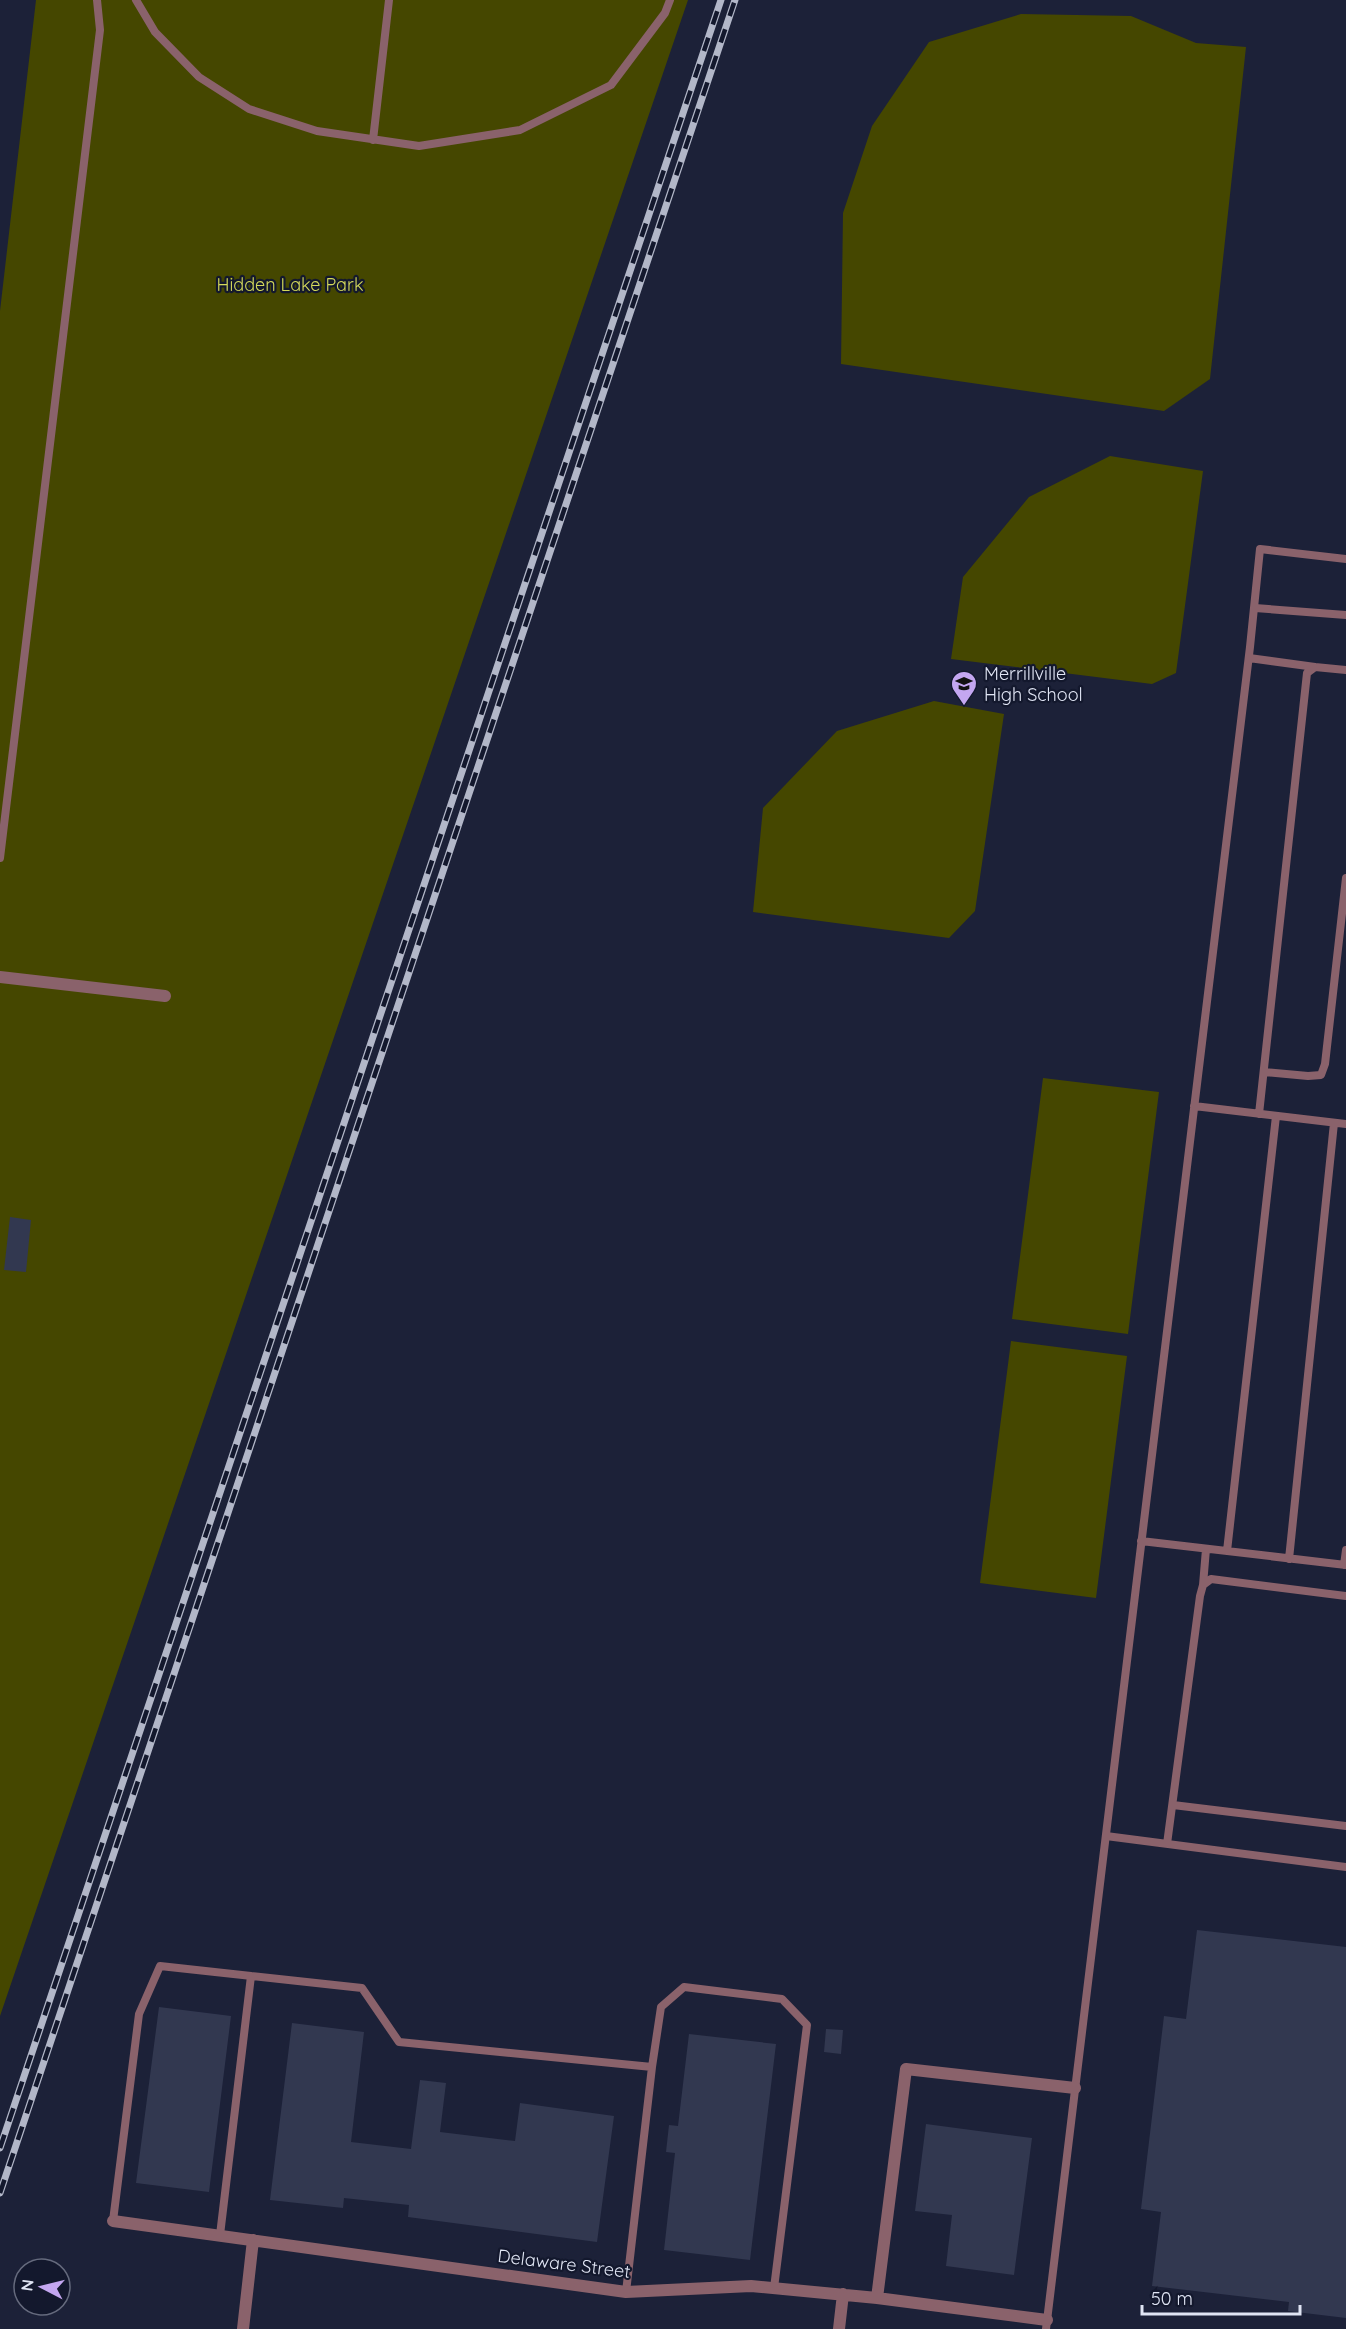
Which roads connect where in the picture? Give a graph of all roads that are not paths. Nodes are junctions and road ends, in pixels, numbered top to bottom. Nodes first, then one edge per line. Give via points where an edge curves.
1 (98, 0) edge
2 (136, 0) edge
3 (389, 0) edge
4 (670, 0) edge
5 (373, 140) junction
6 (1346, 559) edge
7 (1255, 608) junction
8 (1346, 615) edge
9 (1249, 658) junction
10 (1315, 667) junction
11 (1346, 670) edge
12 (0, 858) edge
13 (1346, 878) edge
14 (0, 977) edge
15 (165, 996) dead end
16 (1264, 1072) junction
17 (1194, 1106) junction
18 (1259, 1114) junction
19 (1276, 1116) junction
20 (1334, 1123) junction
21 (1346, 1124) edge
22 (1141, 1541) junction
23 (1206, 1549) junction
24 (1346, 1550) edge
25 (1227, 1551) junction
26 (1289, 1559) junction
27 (1345, 1565) edge
28 (1203, 1585) junction
29 (1346, 1596) edge
30 (1173, 1805) junction
31 (1346, 1826) edge
32 (1106, 1836) junction
33 (1167, 1844) junction
34 (1346, 1867) edge
35 (250, 1976) junction
36 (652, 2067) junction
37 (1075, 2088) junction
38 (114, 2221) joint
39 (220, 2235) junction
40 (253, 2240) junction
41 (774, 2288) junction
42 (626, 2292) junction
43 (843, 2294) junction
44 (877, 2298) junction
45 (1046, 2325) edge
46 (243, 2329) edge
47 (839, 2329) edge

1 - 12 lane via 100,30
2 - 5 lane via 155,32 199,77 249,109 317,131
3 - 5 lane
4 - 5 lane via 665,14 611,85 520,130 419,146
6 - 7 lane via 1260,549
7 - 8 lane
7 - 9 lane
9 - 10 lane
9 - 17 lane
10 - 11 lane
10 - 16 lane via 1307,673
13 - 16 lane via 1321,1075
14 - 15 street
16 - 18 lane
17 - 18 lane
17 - 22 lane
18 - 19 lane
19 - 20 lane
19 - 25 lane
20 - 21 lane
20 - 26 lane
22 - 23 lane
22 - 32 lane
23 - 25 lane
23 - 28 lane
24 - 27 lane
25 - 26 lane
26 - 27 lane
28 - 29 lane via 1211,1579
28 - 30 lane
30 - 31 lane
30 - 33 lane
32 - 33 lane
32 - 37 lane
33 - 34 lane
35 - 36 lane via 362,1988 399,2042
35 - 38 lane via 160,1966 139,2014
35 - 39 lane
36 - 41 lane via 661,2007 684,1987 782,1999 807,2025
36 - 42 lane
37 - 44 street via 906,2069
37 - 45 lane
38 - 39 street, Delaware Street
39 - 40 street, Delaware Street
40 - 42 street, Delaware Street
40 - 46 street
41 - 42 street, Delaware Street
41 - 43 street, Delaware Street
43 - 44 street, Delaware Street
43 - 47 street
44 - 45 street, Delaware Street

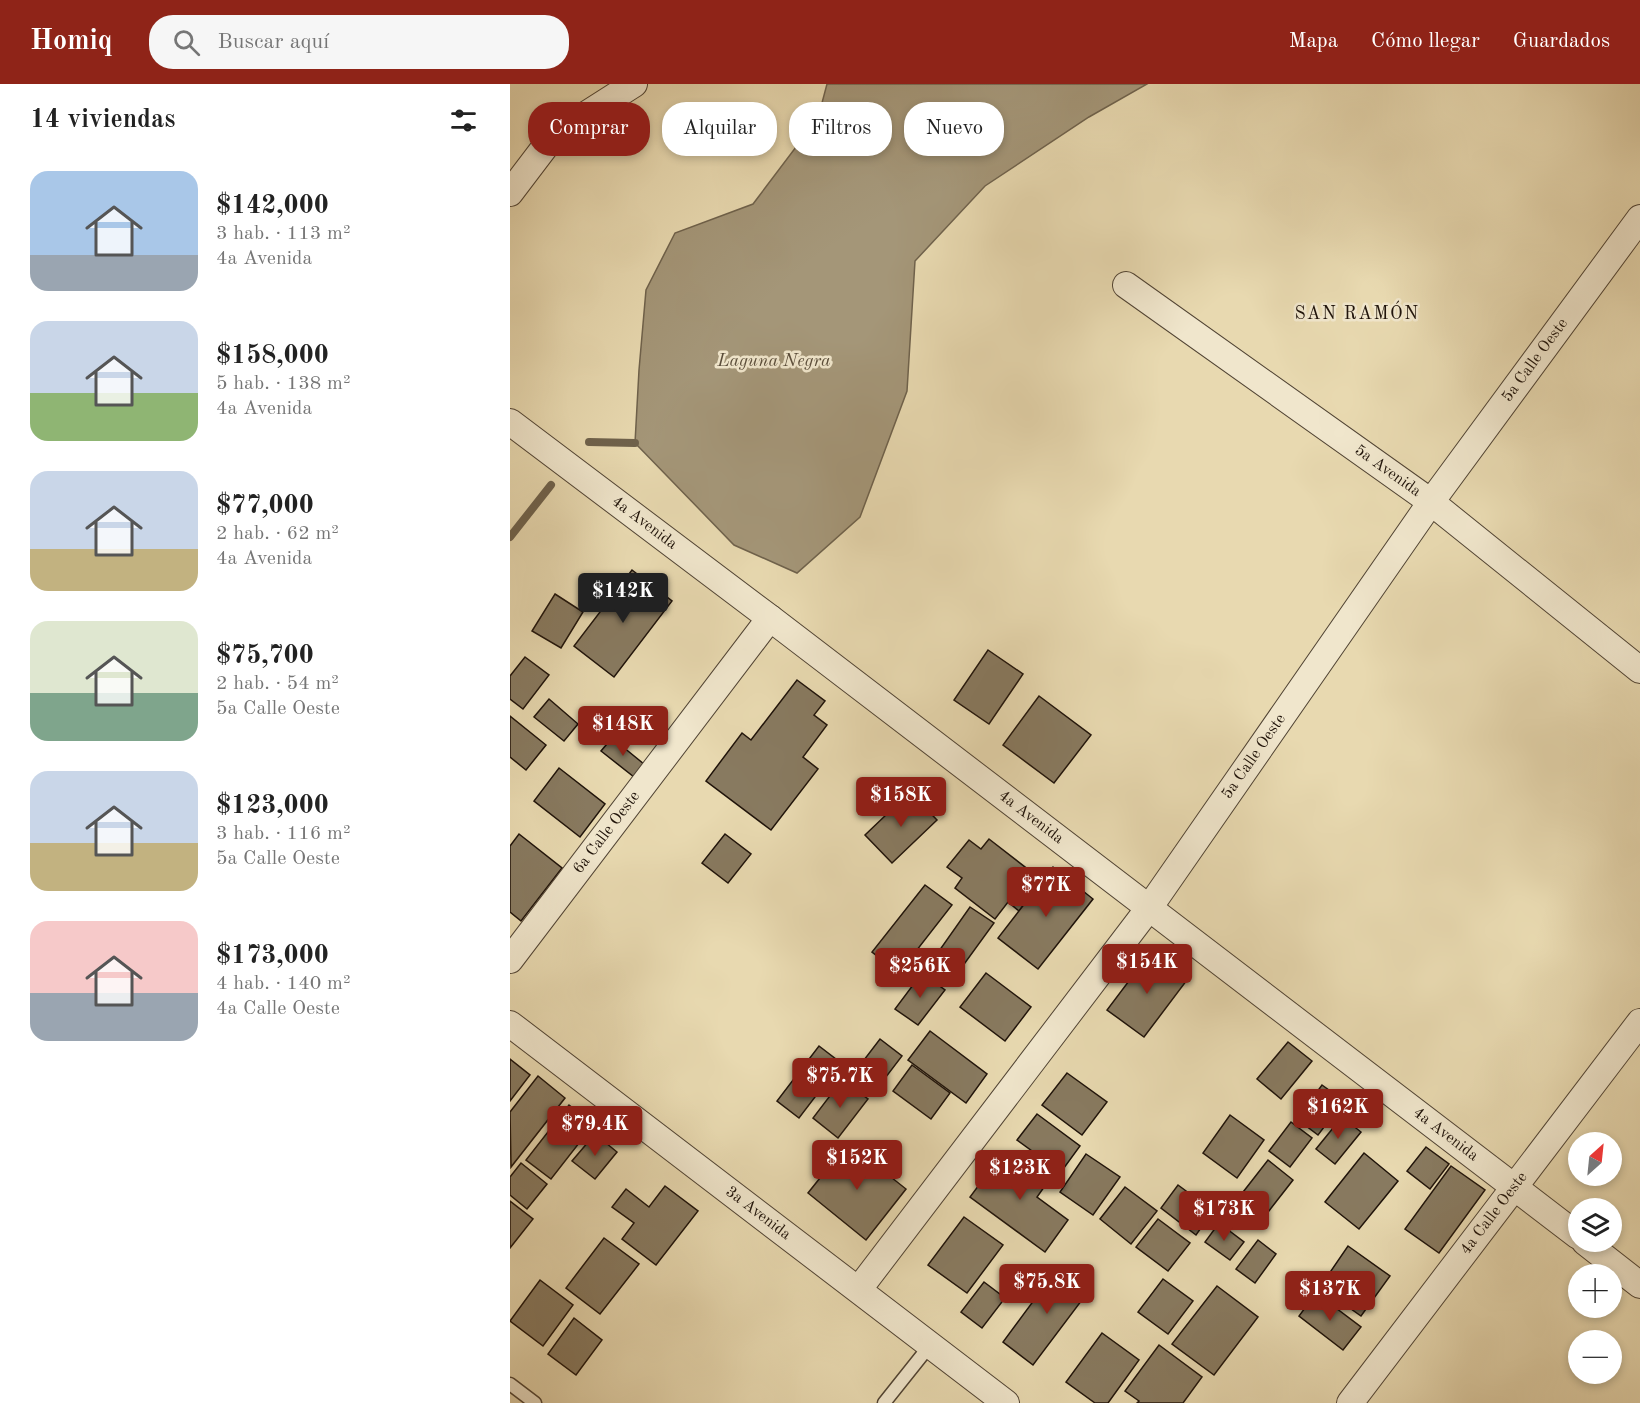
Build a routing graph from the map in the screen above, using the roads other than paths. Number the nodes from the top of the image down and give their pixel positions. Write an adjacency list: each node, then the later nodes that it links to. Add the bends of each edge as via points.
1 (634, 84): 2 (street, via 554,135)
2 (510, 193)
3 (1640, 218): 6 (street, 5a Calle Oeste)
4 (1126, 285): 6 (street, 5a Avenida)
5 (510, 422): 7 (street, 4a Avenida)
6 (1431, 502): 8 (street, 5a Avenida); 9 (street, 5a Calle Oeste)
7 (770, 618): 9 (street, 4a Avenida); 10 (street, 6a Calle Oeste)
8 (1640, 670)
9 (1149, 908): 13 (street, 4a Avenida); 17 (street, 5a Calle Oeste)
10 (510, 960)
11 (1640, 1022): 13 (street, 4a Calle Oeste)
12 (510, 1024): 17 (street, 3a Avenida)
13 (1514, 1187): 14 (street, 4a Avenida); 23 (street, 4a Calle Oeste)
14 (1568, 1228)
15 (1598, 1252): 16 (street)
16 (1640, 1285)
17 (859, 1289): 18 (street, 3a Avenida)
18 (931, 1344): 21 (lane); 22 (street, 3a Avenida)
19 (510, 1384): 20 (lane)
20 (535, 1403)
21 (884, 1403)
22 (1006, 1403)
23 (1350, 1403)

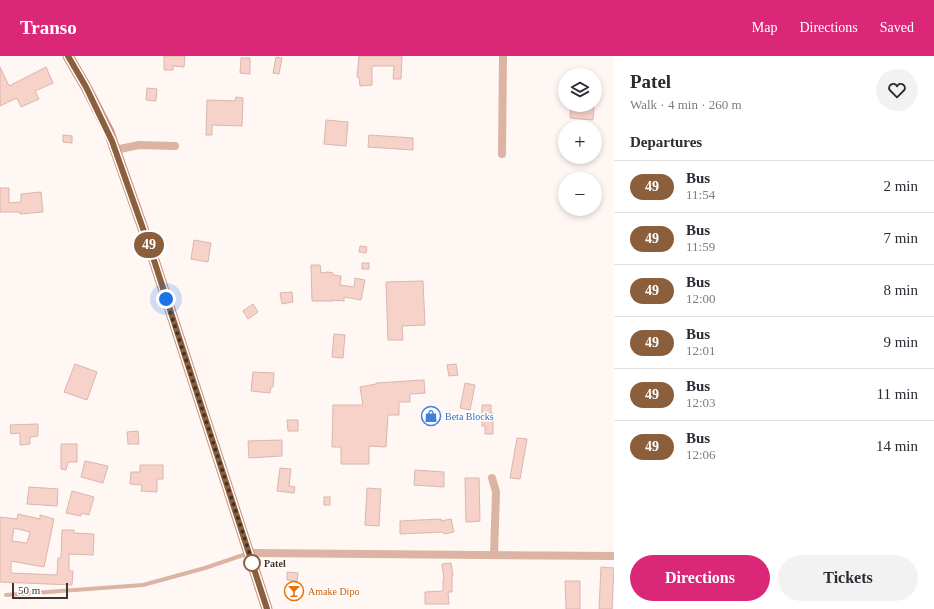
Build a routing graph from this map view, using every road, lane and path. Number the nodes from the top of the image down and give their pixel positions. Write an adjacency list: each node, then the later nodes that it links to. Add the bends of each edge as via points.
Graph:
1 (68, 56): 4 (main road, via 106,126)
2 (503, 56): 5 (street)
3 (175, 146): 4 (street, via 139,145)
4 (115, 150): 7 (main road, via 152,254)
5 (502, 154)
6 (492, 478): 8 (street, via 496,492)
7 (249, 553): 8 (street); 10 (lane, via 143,585); 11 (main road)
8 (494, 555): 9 (street)
9 (614, 556)
10 (6, 595)
11 (267, 609)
_ _ _ _
| Activity |
Please retype the material in full, exactly as it reads, apart from the images.

| Your solution |
Which roads connect where in the picture? Give a graph of all roads that are not paths. Nodes are junctions and road ends, in pixels, numbered top to bottom. Nodes first, then one edge per line. Give via points where an edge curves.
1 (98, 0) edge
2 (136, 0) edge
3 (389, 0) edge
4 (670, 0) edge
5 (373, 140) junction
6 (1346, 559) edge
7 (1255, 608) junction
8 (1346, 615) edge
9 (1249, 658) junction
10 (1315, 667) junction
11 (1346, 670) edge
12 (0, 858) edge
13 (1346, 878) edge
14 (0, 977) edge
15 (165, 996) dead end
16 (1264, 1072) junction
17 (1194, 1106) junction
18 (1259, 1114) junction
19 (1276, 1116) junction
20 (1334, 1123) junction
21 (1346, 1124) edge
22 (1141, 1541) junction
23 (1206, 1549) junction
24 (1346, 1550) edge
25 (1227, 1551) junction
26 (1289, 1559) junction
27 (1345, 1565) edge
28 (1203, 1585) junction
29 (1346, 1596) edge
30 (1173, 1805) junction
31 (1346, 1826) edge
32 (1106, 1836) junction
33 (1167, 1844) junction
34 (1346, 1867) edge
35 (250, 1976) junction
36 (652, 2067) junction
37 (1075, 2088) junction
38 (114, 2221) joint
39 (220, 2235) junction
40 (253, 2240) junction
41 (774, 2288) junction
42 (626, 2292) junction
43 (843, 2294) junction
44 (877, 2298) junction
45 (1046, 2325) edge
46 (243, 2329) edge
47 (839, 2329) edge

1 - 12 lane via 100,30
2 - 5 lane via 155,32 199,77 249,109 317,131
3 - 5 lane
4 - 5 lane via 665,14 611,85 520,130 419,146
6 - 7 lane via 1260,549
7 - 8 lane
7 - 9 lane
9 - 10 lane
9 - 17 lane
10 - 11 lane
10 - 16 lane via 1307,673
13 - 16 lane via 1321,1075
14 - 15 street
16 - 18 lane
17 - 18 lane
17 - 22 lane
18 - 19 lane
19 - 20 lane
19 - 25 lane
20 - 21 lane
20 - 26 lane
22 - 23 lane
22 - 32 lane
23 - 25 lane
23 - 28 lane
24 - 27 lane
25 - 26 lane
26 - 27 lane
28 - 29 lane via 1211,1579
28 - 30 lane
30 - 31 lane
30 - 33 lane
32 - 33 lane
32 - 37 lane
33 - 34 lane
35 - 36 lane via 362,1988 399,2042
35 - 38 lane via 160,1966 139,2014
35 - 39 lane
36 - 41 lane via 661,2007 684,1987 782,1999 807,2025
36 - 42 lane
37 - 44 street via 906,2069
37 - 45 lane
38 - 39 street, Delaware Street
39 - 40 street, Delaware Street
40 - 42 street, Delaware Street
40 - 46 street
41 - 42 street, Delaware Street
41 - 43 street, Delaware Street
43 - 44 street, Delaware Street
43 - 47 street
44 - 45 street, Delaware Street

Build a routing graph from the map in the screen above, using the roads other than paths. Number the nodes from the top of the image down and give their pixel positions. Write an adjacency list: each node, then the later nodes that it links to. Add the bends of each edge as via points.
1 (634, 84): 2 (street, via 554,135)
2 (510, 193)
3 (1640, 218): 6 (street, 5a Calle Oeste)
4 (1126, 285): 6 (street, 5a Avenida)
5 (510, 422): 7 (street, 4a Avenida)
6 (1431, 502): 8 (street, 5a Avenida); 9 (street, 5a Calle Oeste)
7 (770, 618): 9 (street, 4a Avenida); 10 (street, 6a Calle Oeste)
8 (1640, 670)
9 (1149, 908): 13 (street, 4a Avenida); 17 (street, 5a Calle Oeste)
10 (510, 960)
11 (1640, 1022): 13 (street, 4a Calle Oeste)
12 (510, 1024): 17 (street, 3a Avenida)
13 (1514, 1187): 14 (street, 4a Avenida); 23 (street, 4a Calle Oeste)
14 (1568, 1228)
15 (1598, 1252): 16 (street)
16 (1640, 1285)
17 (859, 1289): 18 (street, 3a Avenida)
18 (931, 1344): 21 (lane); 22 (street, 3a Avenida)
19 (510, 1384): 20 (lane)
20 (535, 1403)
21 (884, 1403)
22 (1006, 1403)
23 (1350, 1403)

Build a routing graph from this map view, using every road, lane and path. Number the nodes from the top of the image down and give their pixel positions. Write an adjacency list: each node, then the later nodes that it links to. Add the bends of each edge as via points.
Graph:
1 (68, 56): 4 (main road, via 106,126)
2 (503, 56): 5 (street)
3 (175, 146): 4 (street, via 139,145)
4 (115, 150): 7 (main road, via 152,254)
5 (502, 154)
6 (492, 478): 8 (street, via 496,492)
7 (249, 553): 8 (street); 10 (lane, via 143,585); 11 (main road)
8 (494, 555): 9 (street)
9 (614, 556)
10 (6, 595)
11 (267, 609)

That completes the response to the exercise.